6 Şubat 2023 tarihinde yaşanan deprem felaketi ve sonrasında yaşanan sorunlar ile sürecin değerlendirildiği Basın toplantısı Manisa Barosu Başkanı Av. Ümit Rona Manisa Baro Başkan yardımcısı Av. Ayşe Hasar, , Saymanı Av.

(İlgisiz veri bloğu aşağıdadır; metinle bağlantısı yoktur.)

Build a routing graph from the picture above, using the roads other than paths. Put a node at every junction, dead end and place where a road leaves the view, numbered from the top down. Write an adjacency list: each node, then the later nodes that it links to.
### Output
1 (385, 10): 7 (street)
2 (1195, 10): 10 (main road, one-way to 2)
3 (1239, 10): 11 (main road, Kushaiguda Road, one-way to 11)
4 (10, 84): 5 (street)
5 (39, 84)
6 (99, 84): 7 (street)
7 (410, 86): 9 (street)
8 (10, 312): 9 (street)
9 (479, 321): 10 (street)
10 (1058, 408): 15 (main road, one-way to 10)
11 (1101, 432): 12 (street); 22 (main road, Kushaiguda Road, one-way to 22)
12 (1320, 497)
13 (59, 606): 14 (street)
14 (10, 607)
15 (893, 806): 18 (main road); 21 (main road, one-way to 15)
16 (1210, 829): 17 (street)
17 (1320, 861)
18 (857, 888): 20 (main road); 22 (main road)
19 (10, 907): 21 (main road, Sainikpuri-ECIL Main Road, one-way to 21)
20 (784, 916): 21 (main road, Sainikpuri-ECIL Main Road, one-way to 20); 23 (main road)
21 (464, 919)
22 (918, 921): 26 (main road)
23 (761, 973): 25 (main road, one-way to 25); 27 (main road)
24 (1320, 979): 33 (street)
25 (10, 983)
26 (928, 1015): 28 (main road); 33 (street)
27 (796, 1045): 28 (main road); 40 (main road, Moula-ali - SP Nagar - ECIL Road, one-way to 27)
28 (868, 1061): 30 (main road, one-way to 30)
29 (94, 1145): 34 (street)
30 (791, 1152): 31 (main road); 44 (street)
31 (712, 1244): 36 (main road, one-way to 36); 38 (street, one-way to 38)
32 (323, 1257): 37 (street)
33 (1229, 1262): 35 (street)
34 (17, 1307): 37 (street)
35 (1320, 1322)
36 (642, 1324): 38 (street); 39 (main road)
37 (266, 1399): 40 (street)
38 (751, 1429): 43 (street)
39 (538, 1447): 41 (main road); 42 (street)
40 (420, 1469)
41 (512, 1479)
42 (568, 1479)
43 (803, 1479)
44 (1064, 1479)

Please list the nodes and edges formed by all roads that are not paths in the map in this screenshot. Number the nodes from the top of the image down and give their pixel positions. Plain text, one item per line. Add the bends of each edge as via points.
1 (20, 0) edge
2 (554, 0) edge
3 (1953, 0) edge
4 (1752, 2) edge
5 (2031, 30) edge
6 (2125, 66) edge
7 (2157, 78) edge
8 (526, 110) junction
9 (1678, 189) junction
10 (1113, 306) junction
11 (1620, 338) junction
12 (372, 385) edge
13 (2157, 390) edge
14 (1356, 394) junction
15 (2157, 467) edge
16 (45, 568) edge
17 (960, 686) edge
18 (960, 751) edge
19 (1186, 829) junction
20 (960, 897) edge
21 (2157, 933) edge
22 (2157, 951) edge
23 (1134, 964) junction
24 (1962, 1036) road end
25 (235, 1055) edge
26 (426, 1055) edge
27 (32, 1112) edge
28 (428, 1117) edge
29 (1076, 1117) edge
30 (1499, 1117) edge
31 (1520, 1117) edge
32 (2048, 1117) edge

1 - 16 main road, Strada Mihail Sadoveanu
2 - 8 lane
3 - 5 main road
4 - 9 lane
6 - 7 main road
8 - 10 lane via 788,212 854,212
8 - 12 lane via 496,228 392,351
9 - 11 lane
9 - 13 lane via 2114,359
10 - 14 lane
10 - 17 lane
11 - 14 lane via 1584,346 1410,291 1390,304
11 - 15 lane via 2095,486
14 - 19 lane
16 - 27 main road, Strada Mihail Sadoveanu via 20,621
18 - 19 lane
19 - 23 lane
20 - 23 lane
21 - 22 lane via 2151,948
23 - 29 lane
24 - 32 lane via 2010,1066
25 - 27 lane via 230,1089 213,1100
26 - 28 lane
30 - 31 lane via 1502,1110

Fatih Meriç, yönetim kurulu üyelerimiz, meslektaşlarımız ve sivil toplum kuruluşları ile beraber Hatay adliyesinde gerçekleştirildi.
BASINA VE KAMUOYUNA
Bilindiği üzere 6 Şubat ve sonrası depremlerde HATAY halkı olarak hem birçok yurttaşımızı, yakınımızı ve meslektaşımızı kaybettik, hem de adeta şehrimiz yok oldu ve hepimiz sahip olduğumuz tüm ekonomik değerleri kaybettik. İlk günden bu yana baro olarak hem hukuki hem idari açıdan bizlere bir doğa olayını felakete dönüştüren yaşamımızı zindan eden kişi ve kurumlar ile ilgili tüm süreçlerin de takipçisi olduk.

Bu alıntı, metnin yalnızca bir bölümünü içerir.